►

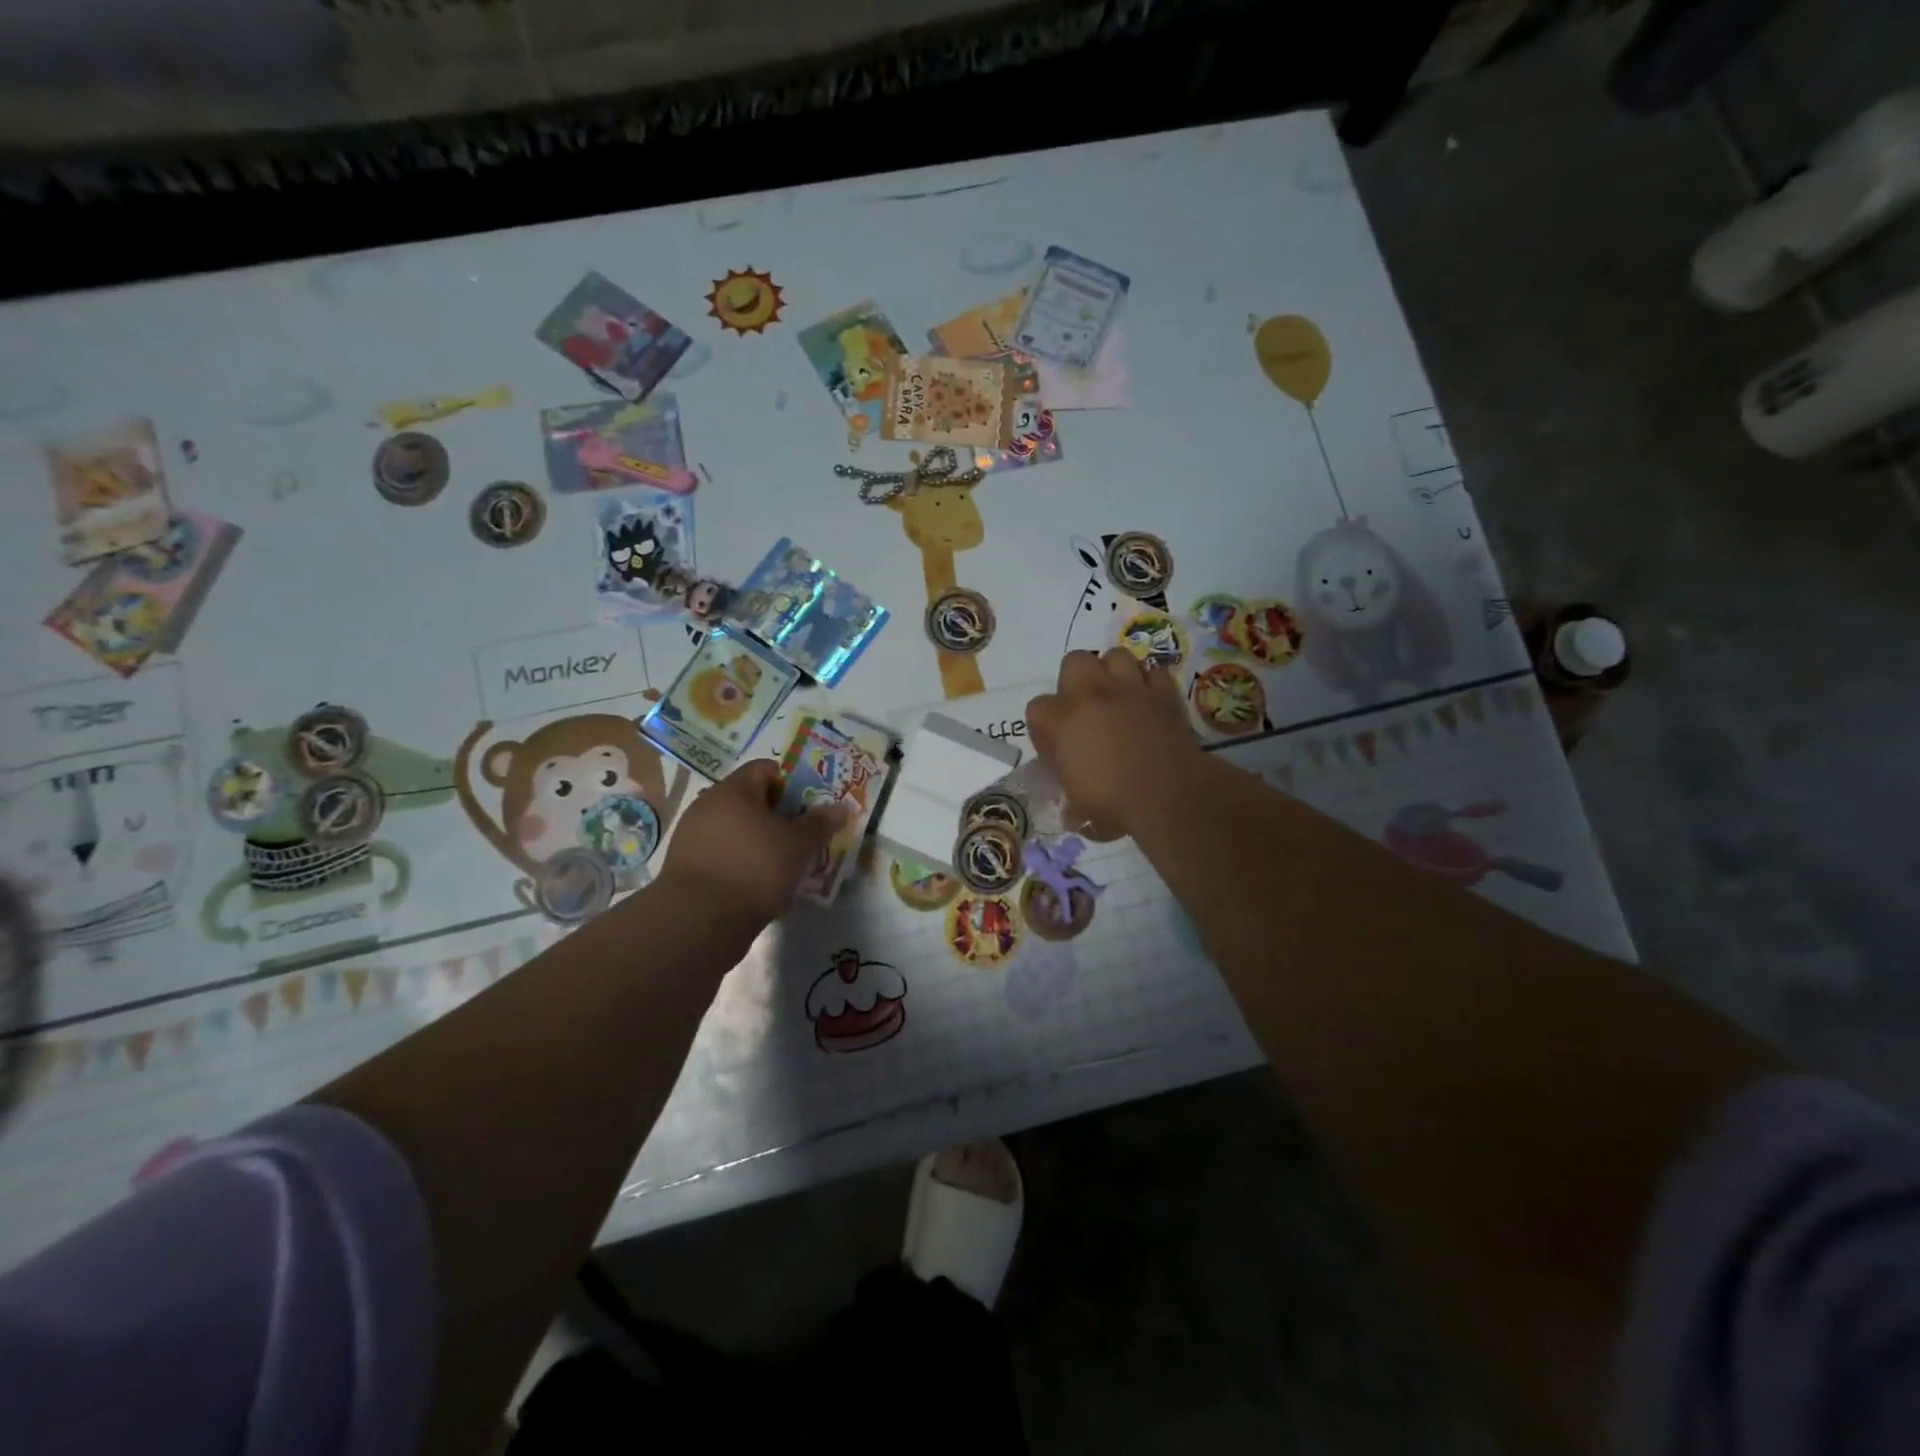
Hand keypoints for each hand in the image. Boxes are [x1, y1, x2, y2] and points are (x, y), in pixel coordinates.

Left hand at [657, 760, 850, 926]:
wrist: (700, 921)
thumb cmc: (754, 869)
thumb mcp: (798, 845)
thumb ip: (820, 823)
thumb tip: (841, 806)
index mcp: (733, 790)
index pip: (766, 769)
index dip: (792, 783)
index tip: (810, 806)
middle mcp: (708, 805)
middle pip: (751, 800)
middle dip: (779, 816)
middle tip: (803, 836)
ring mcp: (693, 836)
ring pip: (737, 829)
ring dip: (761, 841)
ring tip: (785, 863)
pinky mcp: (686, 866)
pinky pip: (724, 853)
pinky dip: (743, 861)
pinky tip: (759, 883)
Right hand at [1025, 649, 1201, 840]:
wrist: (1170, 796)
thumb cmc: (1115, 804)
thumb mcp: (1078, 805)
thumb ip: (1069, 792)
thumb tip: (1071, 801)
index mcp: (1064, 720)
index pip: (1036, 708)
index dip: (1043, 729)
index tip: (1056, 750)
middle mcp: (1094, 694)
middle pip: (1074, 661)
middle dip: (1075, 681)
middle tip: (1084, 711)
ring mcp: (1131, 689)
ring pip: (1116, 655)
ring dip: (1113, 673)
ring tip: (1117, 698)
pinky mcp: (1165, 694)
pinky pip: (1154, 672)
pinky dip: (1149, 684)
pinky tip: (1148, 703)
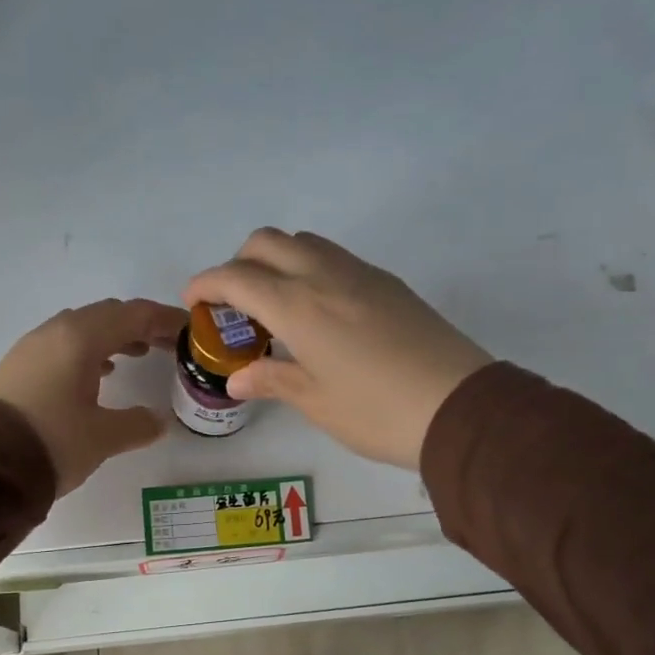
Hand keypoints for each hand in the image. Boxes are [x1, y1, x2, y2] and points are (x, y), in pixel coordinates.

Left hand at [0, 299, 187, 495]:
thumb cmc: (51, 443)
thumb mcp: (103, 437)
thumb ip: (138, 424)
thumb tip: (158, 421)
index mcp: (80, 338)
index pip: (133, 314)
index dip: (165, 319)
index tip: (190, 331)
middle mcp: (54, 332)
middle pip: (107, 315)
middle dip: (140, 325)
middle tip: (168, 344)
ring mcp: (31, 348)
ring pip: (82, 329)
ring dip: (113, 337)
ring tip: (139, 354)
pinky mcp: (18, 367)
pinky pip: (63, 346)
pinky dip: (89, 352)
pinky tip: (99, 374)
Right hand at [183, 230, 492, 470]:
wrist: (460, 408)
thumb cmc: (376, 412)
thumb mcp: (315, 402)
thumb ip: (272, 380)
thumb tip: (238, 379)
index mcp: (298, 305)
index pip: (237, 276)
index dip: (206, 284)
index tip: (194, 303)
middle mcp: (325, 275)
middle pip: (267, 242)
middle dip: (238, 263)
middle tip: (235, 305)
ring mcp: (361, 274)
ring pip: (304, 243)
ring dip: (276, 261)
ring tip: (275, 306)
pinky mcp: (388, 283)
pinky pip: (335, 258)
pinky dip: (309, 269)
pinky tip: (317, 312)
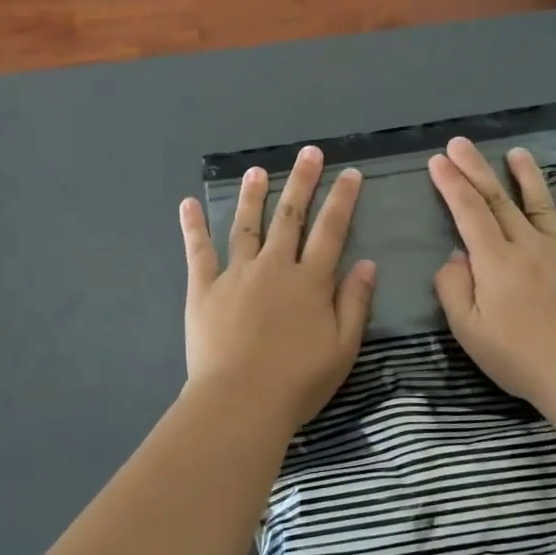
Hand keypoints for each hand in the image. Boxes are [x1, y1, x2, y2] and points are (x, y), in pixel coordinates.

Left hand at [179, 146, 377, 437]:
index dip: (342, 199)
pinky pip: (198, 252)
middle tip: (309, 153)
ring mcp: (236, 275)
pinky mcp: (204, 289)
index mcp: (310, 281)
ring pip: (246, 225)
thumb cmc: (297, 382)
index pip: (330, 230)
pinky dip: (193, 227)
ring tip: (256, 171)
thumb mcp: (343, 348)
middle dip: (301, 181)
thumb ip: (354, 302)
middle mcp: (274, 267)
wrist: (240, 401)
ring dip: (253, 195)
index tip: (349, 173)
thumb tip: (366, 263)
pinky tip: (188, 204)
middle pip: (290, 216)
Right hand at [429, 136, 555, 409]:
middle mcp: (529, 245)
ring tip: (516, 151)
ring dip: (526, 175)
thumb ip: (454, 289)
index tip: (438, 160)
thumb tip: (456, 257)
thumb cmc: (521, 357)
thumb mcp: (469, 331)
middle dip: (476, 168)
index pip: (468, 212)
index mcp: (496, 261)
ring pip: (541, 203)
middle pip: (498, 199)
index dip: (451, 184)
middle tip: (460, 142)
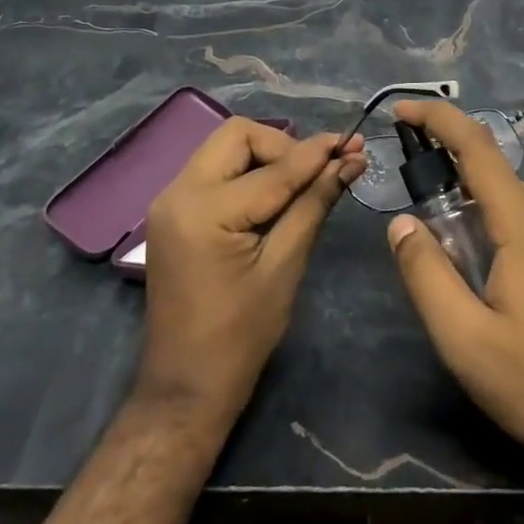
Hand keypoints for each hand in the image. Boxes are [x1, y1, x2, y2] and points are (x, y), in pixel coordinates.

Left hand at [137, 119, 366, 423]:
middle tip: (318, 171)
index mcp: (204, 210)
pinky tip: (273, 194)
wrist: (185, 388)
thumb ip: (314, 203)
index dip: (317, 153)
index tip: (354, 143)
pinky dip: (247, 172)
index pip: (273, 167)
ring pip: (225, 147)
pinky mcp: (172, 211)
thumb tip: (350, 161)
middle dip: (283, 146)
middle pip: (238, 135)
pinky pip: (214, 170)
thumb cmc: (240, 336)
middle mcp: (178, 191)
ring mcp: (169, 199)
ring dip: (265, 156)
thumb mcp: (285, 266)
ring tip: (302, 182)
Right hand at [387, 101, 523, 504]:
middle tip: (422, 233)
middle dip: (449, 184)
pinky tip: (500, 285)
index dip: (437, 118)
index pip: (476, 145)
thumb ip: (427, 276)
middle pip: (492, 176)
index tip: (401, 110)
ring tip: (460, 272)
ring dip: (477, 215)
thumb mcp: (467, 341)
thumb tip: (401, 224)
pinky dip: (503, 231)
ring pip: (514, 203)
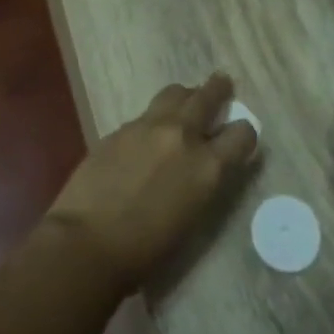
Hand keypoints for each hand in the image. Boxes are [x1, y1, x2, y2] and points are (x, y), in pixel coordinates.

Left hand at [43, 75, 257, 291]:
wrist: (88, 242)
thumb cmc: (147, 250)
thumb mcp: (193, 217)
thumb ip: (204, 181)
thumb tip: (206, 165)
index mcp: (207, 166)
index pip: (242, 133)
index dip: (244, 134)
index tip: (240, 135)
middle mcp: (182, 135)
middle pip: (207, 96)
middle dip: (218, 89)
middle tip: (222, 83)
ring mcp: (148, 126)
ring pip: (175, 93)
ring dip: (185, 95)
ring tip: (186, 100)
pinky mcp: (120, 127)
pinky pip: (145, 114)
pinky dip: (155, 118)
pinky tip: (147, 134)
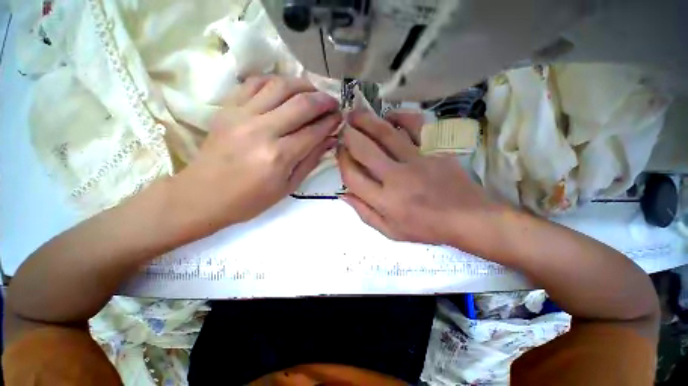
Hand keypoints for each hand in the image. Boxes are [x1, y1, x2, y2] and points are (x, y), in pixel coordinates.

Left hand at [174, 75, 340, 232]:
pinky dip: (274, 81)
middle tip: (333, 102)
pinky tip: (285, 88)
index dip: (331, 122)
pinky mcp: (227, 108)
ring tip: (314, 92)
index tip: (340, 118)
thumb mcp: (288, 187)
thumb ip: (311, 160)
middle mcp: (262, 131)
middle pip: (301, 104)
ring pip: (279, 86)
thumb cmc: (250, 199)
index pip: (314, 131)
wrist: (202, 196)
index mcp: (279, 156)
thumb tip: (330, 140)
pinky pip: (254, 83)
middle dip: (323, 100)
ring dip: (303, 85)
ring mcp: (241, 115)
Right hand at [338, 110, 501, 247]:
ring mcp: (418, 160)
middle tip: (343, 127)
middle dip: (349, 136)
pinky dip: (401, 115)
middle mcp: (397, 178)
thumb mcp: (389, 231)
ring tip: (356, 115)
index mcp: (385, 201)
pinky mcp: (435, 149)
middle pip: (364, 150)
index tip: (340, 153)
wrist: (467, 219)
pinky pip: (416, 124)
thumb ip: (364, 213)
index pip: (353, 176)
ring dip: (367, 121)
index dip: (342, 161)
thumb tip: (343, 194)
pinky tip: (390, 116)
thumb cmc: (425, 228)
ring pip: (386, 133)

◄

:: Work required ::
An exact copy of the records above is required, leaving out the pictures.

:: Solution ::
Hand keypoints for each hand in the image. Boxes are [x1, y1, x2, y2] and points are (x, y), in pixel coordinates.

Left hand at [657, 760, 850, 926]:
wrist: (700, 921)
thumb cmc: (754, 869)
thumb mcp: (798, 845)
thumb ip: (820, 823)
thumb tip: (841, 806)
index mcp: (733, 790)
index pip: (766, 769)
index dip: (792, 783)
index tip: (810, 806)
middle mcp: (708, 805)
middle pip: (751, 800)
middle dip: (779, 816)
middle tip: (803, 836)
ring mcp: (693, 836)
ring pip: (737, 829)
ring dip: (761, 841)
ring tip: (785, 863)
pinky mcp: (686, 866)
pinky pip: (724, 853)
pinky dip: (743, 861)
pinky tip: (759, 883)
Right hand at [1025, 649, 1201, 840]:
wrist: (1170, 796)
thumb cmc: (1115, 804)
thumb mcp: (1078, 805)
thumb ip: (1069, 792)
thumb tip: (1071, 801)
index mcp: (1064, 720)
index pip: (1036, 708)
index dip: (1043, 729)
index tip: (1056, 750)
middle mcp: (1094, 694)
middle pip: (1074, 661)
middle dip: (1075, 681)
middle tip: (1084, 711)
ring mcp: (1131, 689)
ring pip: (1116, 655)
ring dip: (1113, 673)
ring tip: (1117, 698)
pinky mcp: (1165, 694)
pinky pip: (1154, 672)
pinky dip: (1149, 684)
pinky tip: (1148, 703)
Hand keypoints for each hand in the image. Boxes are [x1, y1, x2, y2] and points are (x, y), in pixel coordinates.

Left hand at [0, 299, 187, 495]:
thumb cmc: (51, 443)
thumb mcp: (103, 437)
thumb ip: (138, 424)
thumb tip: (158, 421)
index mcp: (80, 338)
index pip: (133, 314)
index dip: (165, 319)
index tip: (190, 331)
middle mcp: (54, 332)
middle pip: (107, 315)
middle dip: (140, 325)
middle tip: (168, 344)
ring mcp: (31, 348)
ring pip: (82, 329)
ring dip: (113, 337)
ring tip: (139, 354)
pinky mcp: (18, 367)
pinky pip: (63, 346)
pinky dip: (89, 352)
pinky tip: (99, 374)
Right hand at [183, 230, 492, 470]:
wrist: (460, 408)
thumb cmc: (376, 412)
thumb mcp: (315, 402)
thumb ip: (272, 380)
thumb tip: (238, 379)
index mcp: (298, 305)
index pip: (237, 276)
index dip: (206, 284)
index tip: (194, 303)
middle mcp: (325, 275)
middle pip: (267, 242)
middle dip: (238, 263)
middle tip: (235, 305)
ring mcp: (361, 274)
ring pip: (304, 243)
ring dip: (276, 261)
ring tip: (275, 306)
pinky mcp: (388, 283)
pinky pip: (335, 258)
pinky dip: (309, 269)
pinky tip: (317, 312)
Hand keypoints for each hand in the image. Boxes are [x1, y1, x2, y2] and points are (x, y), in pixel coordinates.

Left hand at [179, 146, 377, 437]:
index dip: (342, 199)
pinky pip: (198, 252)
middle tip: (309, 153)
ring mcp: (236, 275)
pinky mcp: (204, 289)
index mcp: (310, 281)
ring pip: (246, 225)
thumb cmc: (297, 382)
index pip: (330, 230)
pinky dip: (193, 227)
ring tip: (256, 171)
thumb mcp: (343, 348)
middle dip: (301, 181)
thumb ip: (354, 302)
middle mcp: (274, 267)
wrist: (240, 401)
ring dip: (253, 195)
index tip: (349, 173)
thumb tip: (366, 263)
pinky tip: (188, 204)
middle pip: (290, 216)
Right hand at [429, 136, 555, 409]:
middle mcp: (529, 245)
ring tip: (516, 151)
ring dip: (526, 175)
thumb ip: (454, 289)
index tip: (438, 160)
thumb tip: (456, 257)
thumb cmc: (521, 357)
thumb mcp: (469, 331)
middle dip: (476, 168)
index pip: (468, 212)
index mcp: (496, 261)
ring pip: (541, 203)
middle pip: (498, 199)
index dip: (451, 184)
middle tip: (460, 142)
Hand keypoints for each hand in the image. Boxes are [x1, y1, x2, y2] and points are (x, y), in pixel coordinates.

Left hand at [137, 119, 366, 423]:
middle tip: (318, 171)
index mcp: (204, 210)
pinky tip: (273, 194)
wrist: (185, 388)
thumb ip: (314, 203)
index dip: (317, 153)
index tip: (354, 143)
pinky dip: (247, 172)
index pip: (273, 167)
ring pip: (225, 147)
pinky mcp: (172, 211)
thumb tip: (350, 161)
middle dip: (283, 146)
middle pip: (238, 135)
pinky pip: (214, 170)
thumb cmc: (240, 336)
middle mcp: (178, 191)
ring mcp: (169, 199)
ring dip: (265, 156)
thumb mcp: (285, 266)
ring tip: (302, 182)
Right hand at [387, 101, 523, 504]:
middle tip: (422, 233)
middle dip: (449, 184)
pinky tip: (500, 285)
index dip: (437, 118)
index pip: (476, 145)
thumb ip: (427, 276)
middle pip: (492, 176)
index tip: (401, 110)
ring tip: (460, 272)
ring dip: (477, 215)
thumb mcp: (467, 341)
thumb tip: (401, 224)
pinky dip: (503, 231)
ring pip: (514, 203)
Hand keypoints for each hand in the image. Boxes are [x1, y1, x2, y2] and points are (x, y), in pixel coordinates.

Left hand at [43, 75, 257, 291]:
wrist: (88, 242)
thumb cmc: (147, 250)
thumb mcp: (193, 217)
thumb ip: (204, 181)
thumb tip: (206, 165)
index mcp: (207, 166)
index pip: (242, 133)
index dip: (244, 134)
index tip: (240, 135)
middle mcp: (182, 135)
middle pip: (207, 96)
middle dip: (218, 89)
middle tip: (222, 83)
ring mcp: (148, 126)
ring pip: (175, 93)
ring dip: (185, 95)
ring tip: (186, 100)
pinky mcp: (120, 127)
pinky pip: (145, 114)
pinky dip: (155, 118)
pinky tip: (147, 134)
Hand keypoints for each hand in the image. Boxes are [x1, y1, x2, y2] and points are (x, y), in pixel coordinates.

Left hand at [174, 75, 340, 232]:
pinky dip: (274, 81)
middle tip: (333, 102)
pinky tip: (285, 88)
index dip: (331, 122)
pinky mcp: (227, 108)
ring tip: (314, 92)
index tip: (340, 118)
thumb mcp: (288, 187)
thumb ip: (311, 160)
middle mcp: (262, 131)
middle pip: (301, 104)
ring pip: (279, 86)
thumb cmc: (250, 199)
index pip: (314, 131)
wrist: (202, 196)
index mcp: (279, 156)
thumb tip: (330, 140)
pinky pip: (254, 83)
middle dip: (323, 100)
ring dip: (303, 85)
ring mcp: (241, 115)
Right hand at [338, 110, 501, 247]:
ring mcp: (418, 160)
middle tip: (343, 127)
middle dip: (349, 136)
pinky dip: (401, 115)
middle mcp: (397, 178)
thumb mcp: (389, 231)
ring tip: (356, 115)
index mcp: (385, 201)
pinky mcp: (435, 149)
middle pip: (364, 150)
index tip: (340, 153)
wrist: (467, 219)
pinky pip: (416, 124)
thumb ip: (364, 213)
index pip: (353, 176)
ring dip: (367, 121)
index dip: (342, 161)
thumb tip: (343, 194)
pinky tip: (390, 116)
thumb cmc: (425, 228)
ring pip: (386, 133)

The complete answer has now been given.